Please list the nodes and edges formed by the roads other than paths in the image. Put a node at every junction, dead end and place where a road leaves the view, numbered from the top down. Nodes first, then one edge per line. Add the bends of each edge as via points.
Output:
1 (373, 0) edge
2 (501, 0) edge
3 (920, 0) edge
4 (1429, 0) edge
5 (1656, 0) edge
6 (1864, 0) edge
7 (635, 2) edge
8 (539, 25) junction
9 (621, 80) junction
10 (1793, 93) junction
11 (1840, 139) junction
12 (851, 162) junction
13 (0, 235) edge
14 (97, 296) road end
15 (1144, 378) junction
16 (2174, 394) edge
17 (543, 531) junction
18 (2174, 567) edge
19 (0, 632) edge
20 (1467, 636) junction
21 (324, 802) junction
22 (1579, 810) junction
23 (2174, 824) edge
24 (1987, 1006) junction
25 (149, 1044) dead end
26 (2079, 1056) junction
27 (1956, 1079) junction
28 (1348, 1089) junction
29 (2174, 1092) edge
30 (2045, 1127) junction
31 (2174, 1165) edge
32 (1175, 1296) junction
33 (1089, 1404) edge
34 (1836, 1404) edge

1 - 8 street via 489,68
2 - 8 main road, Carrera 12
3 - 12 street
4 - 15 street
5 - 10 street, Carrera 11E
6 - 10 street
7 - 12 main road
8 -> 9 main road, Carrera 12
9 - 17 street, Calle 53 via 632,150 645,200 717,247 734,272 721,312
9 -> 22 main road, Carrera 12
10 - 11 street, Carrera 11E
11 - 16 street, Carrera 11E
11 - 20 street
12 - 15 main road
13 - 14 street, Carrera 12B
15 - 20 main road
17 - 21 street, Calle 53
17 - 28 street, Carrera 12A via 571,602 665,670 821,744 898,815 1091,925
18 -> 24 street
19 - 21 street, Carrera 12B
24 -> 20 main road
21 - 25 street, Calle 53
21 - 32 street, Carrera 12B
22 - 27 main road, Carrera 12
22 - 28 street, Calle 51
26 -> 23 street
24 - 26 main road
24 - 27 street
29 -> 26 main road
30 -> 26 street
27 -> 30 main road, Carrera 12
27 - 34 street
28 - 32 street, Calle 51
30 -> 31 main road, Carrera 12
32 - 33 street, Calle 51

_Work order:_ Whatever appears in the data above should be set down again exactly.

_Answer space:_
Please list the nodes and edges formed by the roads other than paths in the image. Put a node at every junction, dead end and place where a road leaves the view, numbered from the top down. Nodes first, then one edge per line. Add the bends of each edge as via points.
Output:
1 (373, 0) edge
2 (501, 0) edge
3 (920, 0) edge
4 (1429, 0) edge
5 (1656, 0) edge
6 (1864, 0) edge
7 (635, 2) edge
8 (539, 25) junction
9 (621, 80) junction
10 (1793, 93) junction
11 (1840, 139) junction
12 (851, 162) junction
13 (0, 235) edge
14 (97, 296) road end
15 (1144, 378) junction
16 (2174, 394) edge
17 (543, 531) junction
18 (2174, 567) edge
19 (0, 632) edge
20 (1467, 636) junction
21 (324, 802) junction
22 (1579, 810) junction
23 (2174, 824) edge
24 (1987, 1006) junction
25 (149, 1044) dead end
26 (2079, 1056) junction
27 (1956, 1079) junction
28 (1348, 1089) junction
29 (2174, 1092) edge
30 (2045, 1127) junction
31 (2174, 1165) edge
32 (1175, 1296) junction
33 (1089, 1404) edge
34 (1836, 1404) edge

1 - 8 street via 489,68
2 - 8 main road, Carrera 12
3 - 12 street
4 - 15 street
5 - 10 street, Carrera 11E
6 - 10 street
7 - 12 main road
8 -> 9 main road, Carrera 12
9 - 17 street, Calle 53 via 632,150 645,200 717,247 734,272 721,312
9 -> 22 main road, Carrera 12
10 - 11 street, Carrera 11E
11 - 16 street, Carrera 11E
11 - 20 street
12 - 15 main road
13 - 14 street, Carrera 12B
15 - 20 main road
17 - 21 street, Calle 53
17 - 28 street, Carrera 12A via 571,602 665,670 821,744 898,815 1091,925
18 -> 24 street
19 - 21 street, Carrera 12B
24 -> 20 main road
21 - 25 street, Calle 53
21 - 32 street, Carrera 12B
22 - 27 main road, Carrera 12
22 - 28 street, Calle 51
26 -> 23 street
24 - 26 main road
24 - 27 street
29 -> 26 main road
30 -> 26 street
27 -> 30 main road, Carrera 12
27 - 34 street
28 - 32 street, Calle 51
30 -> 31 main road, Carrera 12
32 - 33 street, Calle 51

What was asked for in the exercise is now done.